Statistical research advances understanding of oil displacement

Statistical research advances understanding of oil displacement

Center for Liquid Hydrocarbons submitted a new paper to Geoenergy Science and Engineering.

The search for a solution to the problem of representativeness of core material sizes, on which pore space structure studies, filtration characteristics measurement, and chemical studies are carried out, has been going on for several decades. The most widespread today is the deterministic approach, in which stepwise increase of the sample size is accompanied by measurement of its properties.

The essence of the statistical method is to conduct a large number of computational experiments performed on various porous structures. In this study, scientists considered the following oil displacement characteristics: hydrocarbon production efficiency, as well as water-oil and water-skeleton contact surfaces.

“The latter characteristics are especially important in the study of surfactant-polymer or acid flooding. Based on the collection of statistical data, the coefficient of variation is estimated and a conclusion is made whether the volume under study is representative or not. Digital models of terrigenous cores were tested,” explains co-author, Senior Research Associate Timur Zakirov (Laboratory of Enhanced Oil Recovery).

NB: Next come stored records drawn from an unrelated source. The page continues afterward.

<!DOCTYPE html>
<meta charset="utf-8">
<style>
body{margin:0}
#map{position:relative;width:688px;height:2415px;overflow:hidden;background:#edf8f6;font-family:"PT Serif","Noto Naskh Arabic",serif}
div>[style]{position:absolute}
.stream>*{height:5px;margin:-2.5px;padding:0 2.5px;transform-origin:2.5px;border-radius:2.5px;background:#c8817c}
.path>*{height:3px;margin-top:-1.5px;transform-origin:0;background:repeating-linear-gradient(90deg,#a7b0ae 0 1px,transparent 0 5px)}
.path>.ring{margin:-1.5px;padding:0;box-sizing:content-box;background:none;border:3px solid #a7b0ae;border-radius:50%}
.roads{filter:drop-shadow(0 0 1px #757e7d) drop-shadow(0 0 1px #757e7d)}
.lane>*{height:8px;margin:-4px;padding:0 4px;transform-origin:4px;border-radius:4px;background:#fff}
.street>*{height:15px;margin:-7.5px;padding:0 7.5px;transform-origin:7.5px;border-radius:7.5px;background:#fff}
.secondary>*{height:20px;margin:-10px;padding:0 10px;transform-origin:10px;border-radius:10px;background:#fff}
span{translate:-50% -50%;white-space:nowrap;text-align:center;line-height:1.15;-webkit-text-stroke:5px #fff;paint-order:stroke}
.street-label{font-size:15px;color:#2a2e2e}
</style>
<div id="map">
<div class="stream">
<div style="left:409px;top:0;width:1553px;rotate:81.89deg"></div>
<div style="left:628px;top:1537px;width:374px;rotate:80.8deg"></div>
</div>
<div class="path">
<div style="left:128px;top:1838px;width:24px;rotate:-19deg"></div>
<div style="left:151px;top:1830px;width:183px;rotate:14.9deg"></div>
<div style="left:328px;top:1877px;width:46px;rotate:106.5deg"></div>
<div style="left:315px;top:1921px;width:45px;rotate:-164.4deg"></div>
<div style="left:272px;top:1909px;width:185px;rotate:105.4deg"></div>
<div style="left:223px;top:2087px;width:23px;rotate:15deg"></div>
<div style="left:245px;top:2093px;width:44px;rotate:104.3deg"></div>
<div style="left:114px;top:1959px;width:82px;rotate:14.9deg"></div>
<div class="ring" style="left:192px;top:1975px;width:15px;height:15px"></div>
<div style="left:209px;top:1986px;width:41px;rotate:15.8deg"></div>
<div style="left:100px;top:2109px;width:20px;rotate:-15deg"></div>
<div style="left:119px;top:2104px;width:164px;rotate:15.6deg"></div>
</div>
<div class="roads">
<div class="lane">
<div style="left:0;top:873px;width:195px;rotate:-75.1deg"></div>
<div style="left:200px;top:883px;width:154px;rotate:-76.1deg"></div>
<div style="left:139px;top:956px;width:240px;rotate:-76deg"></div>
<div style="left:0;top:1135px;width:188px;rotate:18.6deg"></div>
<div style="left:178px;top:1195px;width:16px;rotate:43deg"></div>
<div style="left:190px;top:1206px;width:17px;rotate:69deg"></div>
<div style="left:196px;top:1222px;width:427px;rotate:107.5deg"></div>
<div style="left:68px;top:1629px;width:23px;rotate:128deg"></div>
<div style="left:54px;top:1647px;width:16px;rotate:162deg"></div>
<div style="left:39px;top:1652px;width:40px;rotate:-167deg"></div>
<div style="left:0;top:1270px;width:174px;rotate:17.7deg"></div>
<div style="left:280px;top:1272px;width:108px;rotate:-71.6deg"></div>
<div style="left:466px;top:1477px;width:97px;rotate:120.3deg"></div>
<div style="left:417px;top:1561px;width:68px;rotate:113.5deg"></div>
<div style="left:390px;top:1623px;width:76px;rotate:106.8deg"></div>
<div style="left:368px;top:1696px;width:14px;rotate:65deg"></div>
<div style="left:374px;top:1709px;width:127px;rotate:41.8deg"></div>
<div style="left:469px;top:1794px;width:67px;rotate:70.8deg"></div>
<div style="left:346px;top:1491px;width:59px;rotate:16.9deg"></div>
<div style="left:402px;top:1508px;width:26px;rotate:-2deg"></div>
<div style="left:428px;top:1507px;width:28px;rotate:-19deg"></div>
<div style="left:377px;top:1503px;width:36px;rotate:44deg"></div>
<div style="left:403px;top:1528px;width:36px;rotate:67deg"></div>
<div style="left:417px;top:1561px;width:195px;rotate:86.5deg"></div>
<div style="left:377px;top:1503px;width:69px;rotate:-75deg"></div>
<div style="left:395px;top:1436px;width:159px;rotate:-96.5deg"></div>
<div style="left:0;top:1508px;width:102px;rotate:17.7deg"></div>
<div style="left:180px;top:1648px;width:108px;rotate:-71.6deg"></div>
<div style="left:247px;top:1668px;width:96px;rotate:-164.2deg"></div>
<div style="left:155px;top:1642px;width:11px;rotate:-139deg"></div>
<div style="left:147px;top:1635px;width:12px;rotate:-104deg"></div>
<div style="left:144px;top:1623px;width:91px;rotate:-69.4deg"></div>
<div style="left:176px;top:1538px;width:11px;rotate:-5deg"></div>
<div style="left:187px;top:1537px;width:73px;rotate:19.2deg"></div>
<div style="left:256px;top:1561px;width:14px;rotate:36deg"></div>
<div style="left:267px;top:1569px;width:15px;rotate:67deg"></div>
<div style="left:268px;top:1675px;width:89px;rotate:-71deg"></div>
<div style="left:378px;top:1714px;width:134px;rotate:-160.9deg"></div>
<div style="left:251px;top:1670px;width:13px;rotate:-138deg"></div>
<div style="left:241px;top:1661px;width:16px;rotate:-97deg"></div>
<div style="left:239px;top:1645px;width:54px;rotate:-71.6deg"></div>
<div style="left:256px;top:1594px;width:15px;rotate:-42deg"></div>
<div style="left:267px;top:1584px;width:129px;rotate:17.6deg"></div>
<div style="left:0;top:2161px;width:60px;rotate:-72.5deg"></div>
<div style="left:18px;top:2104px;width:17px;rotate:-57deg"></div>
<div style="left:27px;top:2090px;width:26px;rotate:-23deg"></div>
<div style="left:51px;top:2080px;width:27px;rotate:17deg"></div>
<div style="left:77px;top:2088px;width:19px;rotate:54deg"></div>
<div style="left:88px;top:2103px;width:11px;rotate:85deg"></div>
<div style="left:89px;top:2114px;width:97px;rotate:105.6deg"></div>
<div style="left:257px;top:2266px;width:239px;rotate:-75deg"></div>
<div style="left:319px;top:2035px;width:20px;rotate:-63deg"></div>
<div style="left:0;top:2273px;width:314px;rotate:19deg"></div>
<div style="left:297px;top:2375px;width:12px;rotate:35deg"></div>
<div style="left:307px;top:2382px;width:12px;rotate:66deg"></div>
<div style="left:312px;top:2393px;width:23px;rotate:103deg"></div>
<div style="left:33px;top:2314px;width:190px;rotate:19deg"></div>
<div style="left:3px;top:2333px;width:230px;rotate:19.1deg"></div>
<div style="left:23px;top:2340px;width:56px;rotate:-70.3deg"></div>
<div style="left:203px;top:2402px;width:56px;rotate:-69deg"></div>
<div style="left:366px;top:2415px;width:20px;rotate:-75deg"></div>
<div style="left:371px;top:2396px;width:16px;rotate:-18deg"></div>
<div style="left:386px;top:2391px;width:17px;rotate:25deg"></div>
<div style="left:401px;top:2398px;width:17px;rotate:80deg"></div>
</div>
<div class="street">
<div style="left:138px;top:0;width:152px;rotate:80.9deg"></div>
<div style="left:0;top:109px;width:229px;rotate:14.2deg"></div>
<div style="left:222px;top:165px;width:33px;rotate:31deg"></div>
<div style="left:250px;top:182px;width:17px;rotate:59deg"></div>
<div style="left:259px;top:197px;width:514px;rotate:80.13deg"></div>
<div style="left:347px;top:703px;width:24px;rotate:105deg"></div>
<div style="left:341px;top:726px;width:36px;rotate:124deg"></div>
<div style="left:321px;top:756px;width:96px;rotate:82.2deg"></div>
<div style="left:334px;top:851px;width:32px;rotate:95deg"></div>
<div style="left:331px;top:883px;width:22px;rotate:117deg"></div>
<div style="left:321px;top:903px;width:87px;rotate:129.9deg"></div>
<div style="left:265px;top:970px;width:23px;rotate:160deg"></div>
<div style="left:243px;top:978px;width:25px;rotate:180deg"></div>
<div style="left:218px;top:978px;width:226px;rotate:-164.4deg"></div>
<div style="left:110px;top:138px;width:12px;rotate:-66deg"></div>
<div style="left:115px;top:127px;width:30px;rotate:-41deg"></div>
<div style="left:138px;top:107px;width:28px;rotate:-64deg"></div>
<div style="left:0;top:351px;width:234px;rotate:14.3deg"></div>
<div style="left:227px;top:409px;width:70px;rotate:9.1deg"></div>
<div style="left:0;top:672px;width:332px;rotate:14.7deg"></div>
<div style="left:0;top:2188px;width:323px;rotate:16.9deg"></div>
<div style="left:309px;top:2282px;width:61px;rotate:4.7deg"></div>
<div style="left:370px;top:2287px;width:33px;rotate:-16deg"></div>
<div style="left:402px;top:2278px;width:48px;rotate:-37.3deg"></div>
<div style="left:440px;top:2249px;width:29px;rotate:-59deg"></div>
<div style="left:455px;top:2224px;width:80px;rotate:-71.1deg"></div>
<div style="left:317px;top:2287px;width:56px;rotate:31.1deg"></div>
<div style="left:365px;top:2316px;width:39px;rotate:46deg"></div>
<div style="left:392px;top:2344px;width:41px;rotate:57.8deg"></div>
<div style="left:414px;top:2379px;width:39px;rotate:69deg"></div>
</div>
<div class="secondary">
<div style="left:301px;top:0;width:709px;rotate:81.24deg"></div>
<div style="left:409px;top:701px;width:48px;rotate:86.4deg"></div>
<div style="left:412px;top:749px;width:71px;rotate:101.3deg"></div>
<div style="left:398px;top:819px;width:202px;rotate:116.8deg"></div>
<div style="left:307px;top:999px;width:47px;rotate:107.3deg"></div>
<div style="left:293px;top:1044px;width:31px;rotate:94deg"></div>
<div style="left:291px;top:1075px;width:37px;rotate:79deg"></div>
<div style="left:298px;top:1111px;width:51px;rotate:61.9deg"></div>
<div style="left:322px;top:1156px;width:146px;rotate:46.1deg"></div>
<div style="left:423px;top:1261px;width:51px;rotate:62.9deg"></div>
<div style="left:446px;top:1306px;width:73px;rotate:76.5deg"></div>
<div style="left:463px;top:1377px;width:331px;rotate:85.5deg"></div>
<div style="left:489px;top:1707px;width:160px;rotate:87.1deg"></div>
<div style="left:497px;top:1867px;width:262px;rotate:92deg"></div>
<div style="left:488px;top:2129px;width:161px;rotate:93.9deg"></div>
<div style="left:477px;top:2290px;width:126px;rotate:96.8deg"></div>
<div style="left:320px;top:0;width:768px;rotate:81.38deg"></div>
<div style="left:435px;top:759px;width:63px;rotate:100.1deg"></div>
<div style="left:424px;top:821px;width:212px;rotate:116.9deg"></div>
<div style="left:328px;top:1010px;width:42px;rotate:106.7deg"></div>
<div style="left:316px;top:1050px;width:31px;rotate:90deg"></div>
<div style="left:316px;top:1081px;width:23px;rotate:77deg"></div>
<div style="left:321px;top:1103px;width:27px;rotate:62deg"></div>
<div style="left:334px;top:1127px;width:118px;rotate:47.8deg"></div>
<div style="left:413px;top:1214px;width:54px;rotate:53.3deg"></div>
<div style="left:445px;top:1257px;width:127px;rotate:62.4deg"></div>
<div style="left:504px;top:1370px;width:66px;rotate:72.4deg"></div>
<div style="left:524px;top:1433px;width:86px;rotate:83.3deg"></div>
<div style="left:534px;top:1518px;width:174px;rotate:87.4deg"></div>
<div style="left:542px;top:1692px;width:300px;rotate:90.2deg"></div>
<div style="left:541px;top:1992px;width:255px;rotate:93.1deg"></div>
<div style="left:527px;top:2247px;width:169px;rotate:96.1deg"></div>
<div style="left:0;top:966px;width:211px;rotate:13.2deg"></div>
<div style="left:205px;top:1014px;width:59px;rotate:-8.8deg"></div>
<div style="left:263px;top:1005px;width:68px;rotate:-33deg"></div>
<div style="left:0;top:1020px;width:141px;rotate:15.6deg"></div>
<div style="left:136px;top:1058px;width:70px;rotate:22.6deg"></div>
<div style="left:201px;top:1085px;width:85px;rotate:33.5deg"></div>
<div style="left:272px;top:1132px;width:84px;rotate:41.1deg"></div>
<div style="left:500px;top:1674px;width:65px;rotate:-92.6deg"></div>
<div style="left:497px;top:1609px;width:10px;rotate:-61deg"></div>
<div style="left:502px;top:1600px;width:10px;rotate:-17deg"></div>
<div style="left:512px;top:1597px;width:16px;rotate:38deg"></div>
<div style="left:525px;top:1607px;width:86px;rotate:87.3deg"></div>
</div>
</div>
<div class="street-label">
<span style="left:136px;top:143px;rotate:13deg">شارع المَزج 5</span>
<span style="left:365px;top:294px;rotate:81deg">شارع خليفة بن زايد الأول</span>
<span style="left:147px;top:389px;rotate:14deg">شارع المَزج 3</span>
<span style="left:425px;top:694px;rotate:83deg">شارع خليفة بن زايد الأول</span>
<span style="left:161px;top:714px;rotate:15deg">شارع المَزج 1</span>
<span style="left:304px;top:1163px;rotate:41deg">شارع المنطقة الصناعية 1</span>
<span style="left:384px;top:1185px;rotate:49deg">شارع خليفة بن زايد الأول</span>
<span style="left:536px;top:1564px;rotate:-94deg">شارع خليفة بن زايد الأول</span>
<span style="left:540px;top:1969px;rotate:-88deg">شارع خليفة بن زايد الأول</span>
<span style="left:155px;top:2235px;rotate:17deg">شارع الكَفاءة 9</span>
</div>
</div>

At the end of the study, the scientists reported that core sizes of 2 mm or more were representative for estimating the area of water-oil and water-skeleton contacts. Moreover, with increasing flow velocity accompanied by an increase in capillarity number, a tendency to decrease the size of the representative volume was found. For the oil recovery factor, the size of the representative element reaches 5 mm or more.

“It was found that in the flow regime with capillary finger formation, i.e., under conditions of large interfacial tensions, typical sizes of digital core models of 10 mm are not sufficient to determine a representative elementary volume,” adds the interviewee.

The results may be of use in determining flooding regimes and reagent use in oil recovery.